July 12 (Bloomberg) -- A U.S. Senate bill would set a floor on premiums charged by the Federal Housing Administration and require the government mortgage insurer to hold more money in reserve, according to two people briefed on the legislation.
Leaders of the Senate Banking Committee said they plan to introduce the measure next week. Lawmakers in both the Senate and the House of Representatives have vowed to address the finances of the FHA, which faces a projected shortfall of nearly $1 billion in its insurance fund in the current fiscal year. Defaults on loans the government mortgage insurer backed as the housing bubble burst depleted its reserve account.
“After months of hard work, we have reached bipartisan agreement on a path forward to give the FHA the tools it needs to get back on stable footing,” Banking Committee Chairman Tim Johnson, a South Dakota Democrat, and Mike Crapo of Idaho, the committee’s top Republican, said in a statement yesterday.
The bill would also increase the cap on premiums the agency charges to borrowers to insure their mortgages and require annual evaluations of those rates.
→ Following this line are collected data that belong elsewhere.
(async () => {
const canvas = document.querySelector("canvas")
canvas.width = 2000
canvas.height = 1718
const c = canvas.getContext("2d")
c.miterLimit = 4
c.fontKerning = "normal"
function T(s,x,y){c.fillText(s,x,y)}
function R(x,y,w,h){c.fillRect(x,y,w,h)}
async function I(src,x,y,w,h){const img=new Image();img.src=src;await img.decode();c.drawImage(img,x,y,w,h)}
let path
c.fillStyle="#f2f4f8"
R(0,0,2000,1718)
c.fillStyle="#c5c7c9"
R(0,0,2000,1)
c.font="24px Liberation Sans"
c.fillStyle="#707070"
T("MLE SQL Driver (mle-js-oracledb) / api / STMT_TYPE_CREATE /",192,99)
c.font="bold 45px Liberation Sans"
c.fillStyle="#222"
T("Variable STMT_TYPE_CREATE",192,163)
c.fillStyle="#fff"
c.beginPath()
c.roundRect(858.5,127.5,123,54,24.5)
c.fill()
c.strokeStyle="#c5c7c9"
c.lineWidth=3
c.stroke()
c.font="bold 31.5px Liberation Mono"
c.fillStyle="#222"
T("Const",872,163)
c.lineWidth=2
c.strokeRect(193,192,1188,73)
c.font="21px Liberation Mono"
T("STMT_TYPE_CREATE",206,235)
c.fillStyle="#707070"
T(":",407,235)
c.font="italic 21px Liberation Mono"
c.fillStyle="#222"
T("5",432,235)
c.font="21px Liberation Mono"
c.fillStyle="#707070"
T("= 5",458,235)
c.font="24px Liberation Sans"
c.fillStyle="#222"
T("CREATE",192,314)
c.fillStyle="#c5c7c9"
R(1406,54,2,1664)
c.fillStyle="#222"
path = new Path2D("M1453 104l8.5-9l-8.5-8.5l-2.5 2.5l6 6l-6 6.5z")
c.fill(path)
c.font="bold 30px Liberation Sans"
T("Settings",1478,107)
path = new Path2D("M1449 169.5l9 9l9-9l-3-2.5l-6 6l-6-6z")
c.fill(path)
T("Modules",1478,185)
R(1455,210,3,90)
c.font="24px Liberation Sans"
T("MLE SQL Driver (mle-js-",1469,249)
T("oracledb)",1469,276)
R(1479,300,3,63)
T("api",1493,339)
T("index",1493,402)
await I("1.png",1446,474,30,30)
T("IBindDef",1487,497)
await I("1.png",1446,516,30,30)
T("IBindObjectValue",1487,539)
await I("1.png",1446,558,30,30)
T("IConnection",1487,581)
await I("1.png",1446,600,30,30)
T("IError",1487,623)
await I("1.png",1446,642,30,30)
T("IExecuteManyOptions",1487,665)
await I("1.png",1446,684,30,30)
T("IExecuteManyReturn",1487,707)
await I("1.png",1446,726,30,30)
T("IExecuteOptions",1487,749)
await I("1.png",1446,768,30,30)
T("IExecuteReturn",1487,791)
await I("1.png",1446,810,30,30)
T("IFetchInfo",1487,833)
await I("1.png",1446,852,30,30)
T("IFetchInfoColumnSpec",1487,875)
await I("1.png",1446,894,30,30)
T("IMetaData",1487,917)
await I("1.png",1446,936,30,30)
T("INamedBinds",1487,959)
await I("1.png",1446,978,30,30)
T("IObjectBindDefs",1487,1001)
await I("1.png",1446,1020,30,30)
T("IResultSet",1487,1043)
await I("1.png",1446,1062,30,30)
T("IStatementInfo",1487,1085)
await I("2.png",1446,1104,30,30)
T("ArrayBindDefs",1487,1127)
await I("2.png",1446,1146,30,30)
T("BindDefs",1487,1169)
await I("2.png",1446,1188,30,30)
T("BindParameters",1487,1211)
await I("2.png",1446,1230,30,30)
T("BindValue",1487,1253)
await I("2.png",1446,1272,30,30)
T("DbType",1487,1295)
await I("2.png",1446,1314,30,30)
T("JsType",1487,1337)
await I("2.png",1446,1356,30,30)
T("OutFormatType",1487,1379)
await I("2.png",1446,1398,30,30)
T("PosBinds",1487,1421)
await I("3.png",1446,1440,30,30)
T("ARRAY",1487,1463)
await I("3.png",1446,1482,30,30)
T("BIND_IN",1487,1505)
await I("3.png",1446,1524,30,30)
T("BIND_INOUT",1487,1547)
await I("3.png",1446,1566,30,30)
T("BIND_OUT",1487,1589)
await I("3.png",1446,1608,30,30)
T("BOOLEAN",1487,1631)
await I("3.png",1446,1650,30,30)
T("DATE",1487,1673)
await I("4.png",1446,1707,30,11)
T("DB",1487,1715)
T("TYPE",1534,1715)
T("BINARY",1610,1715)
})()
It would give the FHA more authority to go after lenders that break its rules, and it would give the agency more power to require lenders to absorb losses on improperly underwritten loans. It would penalize the FHA if it doesn’t keep enough money in its reserve account, the people, who asked not to be named because the bill hasn’t been filed.
The measures in the bill are intended to ensure that FHA has sufficient cash on hand to cover any future projected losses without relying on taxpayer support.
Sean Oblack, a spokesman for the Banking Committee, said he would not comment beyond the statement released by Senators Johnson and Crapo yesterday.
The measure doesn’t go as far in restricting FHA’s footprint as a bill introduced in the House Thursday by Texas Republican Jeb Hensarling, chairman of the Financial Services Committee.
Hensarling’s bill also would overhaul the FHA, focusing it on first-time borrowers and limiting its loans to 115 percent of an area’s median home price. The measure also would increase the entity’s down payment requirement for non-first-time buyers to 5 percent from 3.5 percent.